26. Gelet op het voorgaande stelt de rechtbank op grond van het Besluit proceskosten bestuursrecht de proceskostenvergoeding in de zaken waar deze uitspraak op ziet en in zaaknummer 19/1092 voor de door een derde beroepsmatig verleende rechtsbijstand vast op € 525 (1 punt voor het indienen van het beroepschrift met een waarde per punt van € 525 en een wegingsfactor 1). De rechtbank zal per zaak 1/3e deel van dit bedrag (zijnde € 175) als proceskostenvergoeding voor de beroepsfase toekennen.
Beslissing
Zaak 19/584 (2014)
De rechtbank:
- verklaart het beroep gegrond;
- vernietigt de uitspraak op bezwaar, behoudens de beslissing inzake de proceskostenvergoeding;
- vermindert de aanslag 2014 tot een aanslag inkomstenbelasting berekend naar uitsluitend een belastbaar inkomen uit werk en woning van € 36.559, waarbij een aftrek elders belast dient te worden verleend ter zake van een buitenlands inkomen uit werk en woning van € 11.186, en een aanslag premie volksverzekeringen berekend naar een premie-inkomen van € 25.373;
- bepaalt dat deze uitspraak in zoverre in de plaats treedt van de vernietigde uitspraak op bezwaar;
- draagt verweerder op het betaalde griffierecht van € 47 aan eiser te vergoeden;
- veroordeelt verweerder in de proceskosten van eiser tot een bedrag van € 175.
Zaak 19/585 (2015)
De rechtbank:
- verklaart het beroep gegrond;
- vernietigt de uitspraak op bezwaar;
- vermindert de aanslag 2015 tot een aanslag berekend naar uitsluitend een belastbaar inkomen uit werk en woning van € 52.862 waarbij een aftrek elders belast dient te worden verleend ter zake van € 52.862 en vrijstelling van de heffing van premie volksverzekeringen dient te worden verleend voor het gehele jaar;
- bepaalt dat deze uitspraak in de plaats treedt van de vernietigde uitspraak op bezwaar;
- veroordeelt verweerder in de proceskosten van eiser tot een bedrag van € 436.

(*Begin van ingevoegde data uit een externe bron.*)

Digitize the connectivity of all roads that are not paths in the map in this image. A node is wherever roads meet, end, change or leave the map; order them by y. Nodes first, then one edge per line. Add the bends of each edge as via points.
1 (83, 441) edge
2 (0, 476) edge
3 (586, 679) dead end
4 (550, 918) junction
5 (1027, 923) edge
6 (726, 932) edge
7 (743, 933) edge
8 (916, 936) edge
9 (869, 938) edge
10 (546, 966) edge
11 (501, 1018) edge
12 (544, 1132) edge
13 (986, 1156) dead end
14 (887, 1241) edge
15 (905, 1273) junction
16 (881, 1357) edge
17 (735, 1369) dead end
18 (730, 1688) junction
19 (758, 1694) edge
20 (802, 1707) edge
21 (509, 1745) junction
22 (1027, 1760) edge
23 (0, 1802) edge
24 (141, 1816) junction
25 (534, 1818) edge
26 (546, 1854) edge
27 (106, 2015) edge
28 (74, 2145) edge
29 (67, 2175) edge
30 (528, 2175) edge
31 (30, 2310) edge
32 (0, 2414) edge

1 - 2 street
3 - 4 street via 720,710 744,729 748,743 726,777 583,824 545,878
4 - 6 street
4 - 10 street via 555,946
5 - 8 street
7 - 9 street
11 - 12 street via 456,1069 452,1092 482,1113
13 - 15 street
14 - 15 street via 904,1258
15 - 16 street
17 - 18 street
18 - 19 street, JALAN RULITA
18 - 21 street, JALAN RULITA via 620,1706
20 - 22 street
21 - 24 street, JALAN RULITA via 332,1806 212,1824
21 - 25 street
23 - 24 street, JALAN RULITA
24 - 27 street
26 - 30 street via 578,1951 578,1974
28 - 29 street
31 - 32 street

Deze uitspraak is gedaan door mr. A. Heidekamp, rechter, in aanwezigheid van mr. J.P. Raateland, griffier.
Als gevolg van maatregelen rondom het Corona virus is deze uitspraak niet uitgesproken op een openbare uitsprakenzitting. Zodra het openbaar uitspreken weer mogelijk is, wordt deze uitspraak alsnog in het openbaar uitgesproken.
de griffier is verhinderddeze uitspraak te ondertekenen
w.g. rechter
Afschrift verzonden aan partijen op:
Rechtsmiddel
Tegen deze uitspraak kan binnen zes weken na de dag van verzending daarvan hoger beroep worden ingesteld bij het gerechtshof Arnhem-Leeuwarden.